Обманчиво неторопливые воды реки далеко разносили их голоса.
Река была широкой, глубокой, лениво текла себе, но имела припрятанную обманку, в виде подводных быстрых ледяных, никогда не прогревающихся узких лент течений и стремнин.
Одна из таких лент выворачивала из середины реки, изгибалась петлей, резко уходила к берегу и так же резко ныряла в глубину, на середину реки, как раз на том участке, который омывал его, Дмитрия, пляж. Он попал как-то в эту петлю, когда плавал, осваивая личную территорию.
Сок нагревался, изморозь на стенках, объединяясь в капли, скатывалась, образуя озерца вокруг дна стакана, папка ждала, а он смотрел на мальчишек, полуприкрыв глаза.
Девушку Надю вызывать из Москвы не пришлось.
На следующее утро после его приезда позвонил губернаторствующий начальник местных широт, настойчиво приглашая посетить сегодняшний званый ужин в честь не то чьего-то юбилея, не то врученной непонятно за что награды.
— Вы же известный меценат и благодетель нашей области и, к прискорбию, так редко бываете в наших краях. Мы вас ждем, Дмитрий Федорович! Скучаем. А тут такая удача — вы на отдыхе, а у нас торжество! Приезжайте! Всенепременно приезжайте!
Он, конечно, и меценат, и благодетель, и многое еще что. С губернатором у них все давно договорено-оплачено, застолблено и подписано, и, рассылая друг другу улыбки тертых игроков в покер, они вполне мирно существуют, не деля берлоги.
Дмитрий Федорович дал себя поуговаривать, ровно столько, чтобы не перегнуть, и ответствовал, что всенепременно будет.
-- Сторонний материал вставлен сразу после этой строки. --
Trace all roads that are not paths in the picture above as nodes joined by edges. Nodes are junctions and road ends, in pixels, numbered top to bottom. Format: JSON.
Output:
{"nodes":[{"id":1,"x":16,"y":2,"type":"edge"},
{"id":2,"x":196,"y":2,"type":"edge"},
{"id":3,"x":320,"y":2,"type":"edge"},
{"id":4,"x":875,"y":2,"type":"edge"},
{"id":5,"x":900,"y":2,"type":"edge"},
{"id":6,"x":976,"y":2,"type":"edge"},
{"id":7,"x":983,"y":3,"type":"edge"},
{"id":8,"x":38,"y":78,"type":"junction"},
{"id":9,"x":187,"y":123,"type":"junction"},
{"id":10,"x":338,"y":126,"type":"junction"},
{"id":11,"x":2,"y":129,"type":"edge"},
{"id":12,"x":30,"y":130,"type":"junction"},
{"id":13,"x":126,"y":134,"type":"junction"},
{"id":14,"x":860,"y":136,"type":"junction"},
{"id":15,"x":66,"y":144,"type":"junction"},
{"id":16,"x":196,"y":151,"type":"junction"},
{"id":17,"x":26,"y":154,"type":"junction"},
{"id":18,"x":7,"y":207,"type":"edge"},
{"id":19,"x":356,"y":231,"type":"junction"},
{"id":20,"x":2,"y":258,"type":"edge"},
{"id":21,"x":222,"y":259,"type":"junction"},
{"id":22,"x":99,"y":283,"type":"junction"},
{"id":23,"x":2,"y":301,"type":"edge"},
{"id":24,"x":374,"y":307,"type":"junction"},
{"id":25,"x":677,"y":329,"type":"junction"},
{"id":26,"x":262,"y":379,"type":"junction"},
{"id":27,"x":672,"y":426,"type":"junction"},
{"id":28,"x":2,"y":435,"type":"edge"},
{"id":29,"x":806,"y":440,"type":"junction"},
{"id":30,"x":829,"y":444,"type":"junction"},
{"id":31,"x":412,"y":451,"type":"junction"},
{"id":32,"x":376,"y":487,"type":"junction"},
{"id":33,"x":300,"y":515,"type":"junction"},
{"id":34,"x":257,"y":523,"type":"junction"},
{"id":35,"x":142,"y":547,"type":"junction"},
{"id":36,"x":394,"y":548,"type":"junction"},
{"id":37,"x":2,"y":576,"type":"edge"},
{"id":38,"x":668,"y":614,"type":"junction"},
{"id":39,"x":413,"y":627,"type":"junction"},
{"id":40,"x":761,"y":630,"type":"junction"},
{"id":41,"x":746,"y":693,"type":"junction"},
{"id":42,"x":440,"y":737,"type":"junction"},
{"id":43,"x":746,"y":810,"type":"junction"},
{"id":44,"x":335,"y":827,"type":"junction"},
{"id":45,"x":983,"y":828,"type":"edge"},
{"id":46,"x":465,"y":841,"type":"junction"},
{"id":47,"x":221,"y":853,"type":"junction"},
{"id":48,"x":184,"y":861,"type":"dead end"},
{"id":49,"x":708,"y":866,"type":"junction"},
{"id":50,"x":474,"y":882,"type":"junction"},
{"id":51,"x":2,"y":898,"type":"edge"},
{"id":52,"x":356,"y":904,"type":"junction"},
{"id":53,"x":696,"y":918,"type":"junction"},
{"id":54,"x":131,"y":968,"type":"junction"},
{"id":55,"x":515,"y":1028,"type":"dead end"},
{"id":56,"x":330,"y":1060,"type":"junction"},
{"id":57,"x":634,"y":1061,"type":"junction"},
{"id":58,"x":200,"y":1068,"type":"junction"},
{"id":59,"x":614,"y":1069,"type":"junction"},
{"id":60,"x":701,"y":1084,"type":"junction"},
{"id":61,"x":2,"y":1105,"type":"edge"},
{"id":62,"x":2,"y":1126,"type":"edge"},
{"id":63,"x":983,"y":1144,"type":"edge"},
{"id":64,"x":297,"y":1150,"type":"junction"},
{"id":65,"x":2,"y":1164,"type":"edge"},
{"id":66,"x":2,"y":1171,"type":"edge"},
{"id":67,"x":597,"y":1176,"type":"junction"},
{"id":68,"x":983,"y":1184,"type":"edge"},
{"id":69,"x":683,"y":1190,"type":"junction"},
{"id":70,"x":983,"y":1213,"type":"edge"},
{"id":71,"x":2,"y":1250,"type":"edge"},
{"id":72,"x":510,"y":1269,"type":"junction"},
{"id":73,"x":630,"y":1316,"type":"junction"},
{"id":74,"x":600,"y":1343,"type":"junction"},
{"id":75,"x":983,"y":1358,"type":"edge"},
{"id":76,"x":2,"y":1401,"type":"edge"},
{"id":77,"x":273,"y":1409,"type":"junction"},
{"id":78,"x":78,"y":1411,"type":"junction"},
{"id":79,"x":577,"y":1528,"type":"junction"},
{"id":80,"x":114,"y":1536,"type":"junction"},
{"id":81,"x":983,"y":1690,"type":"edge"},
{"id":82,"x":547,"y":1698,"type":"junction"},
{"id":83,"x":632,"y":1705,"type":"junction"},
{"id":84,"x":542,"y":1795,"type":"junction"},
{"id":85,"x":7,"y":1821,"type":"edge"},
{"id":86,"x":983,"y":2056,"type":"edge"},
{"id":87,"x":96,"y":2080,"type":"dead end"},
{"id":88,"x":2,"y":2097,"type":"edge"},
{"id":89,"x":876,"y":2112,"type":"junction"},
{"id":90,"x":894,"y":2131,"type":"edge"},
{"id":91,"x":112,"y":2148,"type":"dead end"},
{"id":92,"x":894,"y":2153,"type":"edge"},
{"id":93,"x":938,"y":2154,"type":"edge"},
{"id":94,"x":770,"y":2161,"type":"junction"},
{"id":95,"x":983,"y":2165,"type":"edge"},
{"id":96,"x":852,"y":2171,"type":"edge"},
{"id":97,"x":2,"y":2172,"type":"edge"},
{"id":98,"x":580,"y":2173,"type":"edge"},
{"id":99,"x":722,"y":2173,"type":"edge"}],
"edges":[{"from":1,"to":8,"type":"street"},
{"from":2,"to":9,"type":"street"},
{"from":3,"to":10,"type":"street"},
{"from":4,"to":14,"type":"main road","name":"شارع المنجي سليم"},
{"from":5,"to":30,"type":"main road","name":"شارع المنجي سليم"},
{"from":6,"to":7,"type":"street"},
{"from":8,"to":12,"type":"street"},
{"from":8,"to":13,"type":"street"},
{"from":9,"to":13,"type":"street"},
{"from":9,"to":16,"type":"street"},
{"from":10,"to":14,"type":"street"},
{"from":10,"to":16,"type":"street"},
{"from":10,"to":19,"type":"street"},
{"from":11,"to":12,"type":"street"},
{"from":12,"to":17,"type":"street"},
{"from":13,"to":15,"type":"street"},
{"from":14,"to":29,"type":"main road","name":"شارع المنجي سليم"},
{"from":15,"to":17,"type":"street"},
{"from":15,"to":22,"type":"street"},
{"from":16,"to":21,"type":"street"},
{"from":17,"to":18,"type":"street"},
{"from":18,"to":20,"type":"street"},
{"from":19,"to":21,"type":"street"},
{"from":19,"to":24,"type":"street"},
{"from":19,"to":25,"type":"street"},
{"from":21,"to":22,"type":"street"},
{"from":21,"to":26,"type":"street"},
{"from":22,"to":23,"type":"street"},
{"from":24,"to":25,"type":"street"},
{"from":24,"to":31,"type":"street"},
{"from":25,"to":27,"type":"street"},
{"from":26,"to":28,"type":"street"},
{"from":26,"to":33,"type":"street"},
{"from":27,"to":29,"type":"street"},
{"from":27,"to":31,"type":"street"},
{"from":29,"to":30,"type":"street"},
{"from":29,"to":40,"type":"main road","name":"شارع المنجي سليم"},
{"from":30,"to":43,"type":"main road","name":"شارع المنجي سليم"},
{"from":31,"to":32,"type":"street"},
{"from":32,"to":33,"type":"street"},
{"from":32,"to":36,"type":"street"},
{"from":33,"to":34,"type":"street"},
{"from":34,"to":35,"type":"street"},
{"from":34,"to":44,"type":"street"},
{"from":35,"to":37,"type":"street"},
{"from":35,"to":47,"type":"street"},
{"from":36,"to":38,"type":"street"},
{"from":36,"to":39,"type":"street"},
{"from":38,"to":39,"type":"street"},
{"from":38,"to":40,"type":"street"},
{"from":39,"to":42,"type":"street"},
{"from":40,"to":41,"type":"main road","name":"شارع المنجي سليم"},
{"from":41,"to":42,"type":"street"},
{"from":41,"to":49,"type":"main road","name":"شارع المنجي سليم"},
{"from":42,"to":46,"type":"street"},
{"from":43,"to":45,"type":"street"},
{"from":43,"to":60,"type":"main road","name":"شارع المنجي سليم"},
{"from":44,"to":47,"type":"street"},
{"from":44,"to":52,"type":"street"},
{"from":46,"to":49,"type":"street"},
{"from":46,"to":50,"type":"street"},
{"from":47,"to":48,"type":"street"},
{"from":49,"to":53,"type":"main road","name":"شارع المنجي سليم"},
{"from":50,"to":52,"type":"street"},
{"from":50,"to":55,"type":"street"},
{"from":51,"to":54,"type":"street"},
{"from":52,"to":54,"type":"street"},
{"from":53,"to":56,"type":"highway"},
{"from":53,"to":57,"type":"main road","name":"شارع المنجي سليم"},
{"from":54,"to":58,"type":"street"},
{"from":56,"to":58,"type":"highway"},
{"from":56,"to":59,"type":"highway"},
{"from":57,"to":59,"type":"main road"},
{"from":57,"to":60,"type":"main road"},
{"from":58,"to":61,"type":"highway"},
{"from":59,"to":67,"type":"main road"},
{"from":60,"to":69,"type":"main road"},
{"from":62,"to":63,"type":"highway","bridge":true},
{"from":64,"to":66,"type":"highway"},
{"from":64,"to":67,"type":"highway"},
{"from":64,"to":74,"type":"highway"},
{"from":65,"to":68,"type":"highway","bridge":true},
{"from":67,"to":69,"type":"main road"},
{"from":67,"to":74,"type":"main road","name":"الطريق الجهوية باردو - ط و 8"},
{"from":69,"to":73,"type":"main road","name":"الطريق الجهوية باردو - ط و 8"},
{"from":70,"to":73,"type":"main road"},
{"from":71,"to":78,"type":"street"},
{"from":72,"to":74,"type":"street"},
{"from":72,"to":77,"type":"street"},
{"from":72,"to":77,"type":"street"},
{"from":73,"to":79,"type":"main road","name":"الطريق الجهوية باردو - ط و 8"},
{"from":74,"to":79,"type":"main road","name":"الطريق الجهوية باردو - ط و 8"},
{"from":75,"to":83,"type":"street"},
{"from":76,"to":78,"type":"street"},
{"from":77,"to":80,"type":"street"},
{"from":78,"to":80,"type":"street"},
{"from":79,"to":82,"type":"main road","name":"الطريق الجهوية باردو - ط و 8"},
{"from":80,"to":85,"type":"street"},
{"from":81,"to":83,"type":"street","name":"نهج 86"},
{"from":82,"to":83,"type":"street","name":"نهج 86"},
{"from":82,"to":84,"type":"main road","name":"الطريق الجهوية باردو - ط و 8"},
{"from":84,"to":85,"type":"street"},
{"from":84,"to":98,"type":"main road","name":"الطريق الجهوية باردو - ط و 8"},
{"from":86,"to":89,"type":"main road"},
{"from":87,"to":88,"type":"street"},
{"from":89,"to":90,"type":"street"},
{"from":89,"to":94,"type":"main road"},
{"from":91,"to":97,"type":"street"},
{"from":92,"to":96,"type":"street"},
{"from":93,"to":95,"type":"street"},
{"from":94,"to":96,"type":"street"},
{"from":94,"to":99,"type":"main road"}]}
В губернском городе Н не то юбилей, не то вручение награды, или то и другое одновременно, отмечали на широкую ногу — с ломящимися столами, нужными встречами с нужными людьми, балетом, выписанной по случаю новомодной эстрадной группой и парочкой звездных певцов ч апогеем в виде фейерверков и раздачей «скромных» подарков на память.
Среди приглашенного местного и московского бомонда обнаружилась барышня модельно-натренированной внешности, жена одного уважаемого местного бизнесмена, «к сожалению отсутствующего», находящегося в командировке в Европе.
Губернатор представил Диме эту женщину самолично, подчеркнув тем самым статусность ее мужа.
Дамочка звалась Виолеттой, а по паспорту Викой, находилась в чудесном возрасте двадцати четырех лет, была матерью двоих сыновей, поблескивала все понимающим цинизмом в глазах, гармонирующим с блеском брильянтовой упаковки.
Мужа, старше ее на тридцать лет, называла «папулик».
— Ну, папу-улик! — капризно тянула она в трубку.
Разговаривая по телефону, она подыгрывала себе лицом, чтобы не забыть ненароком нужную мимику, надутыми губками умело изображая недалекость ума.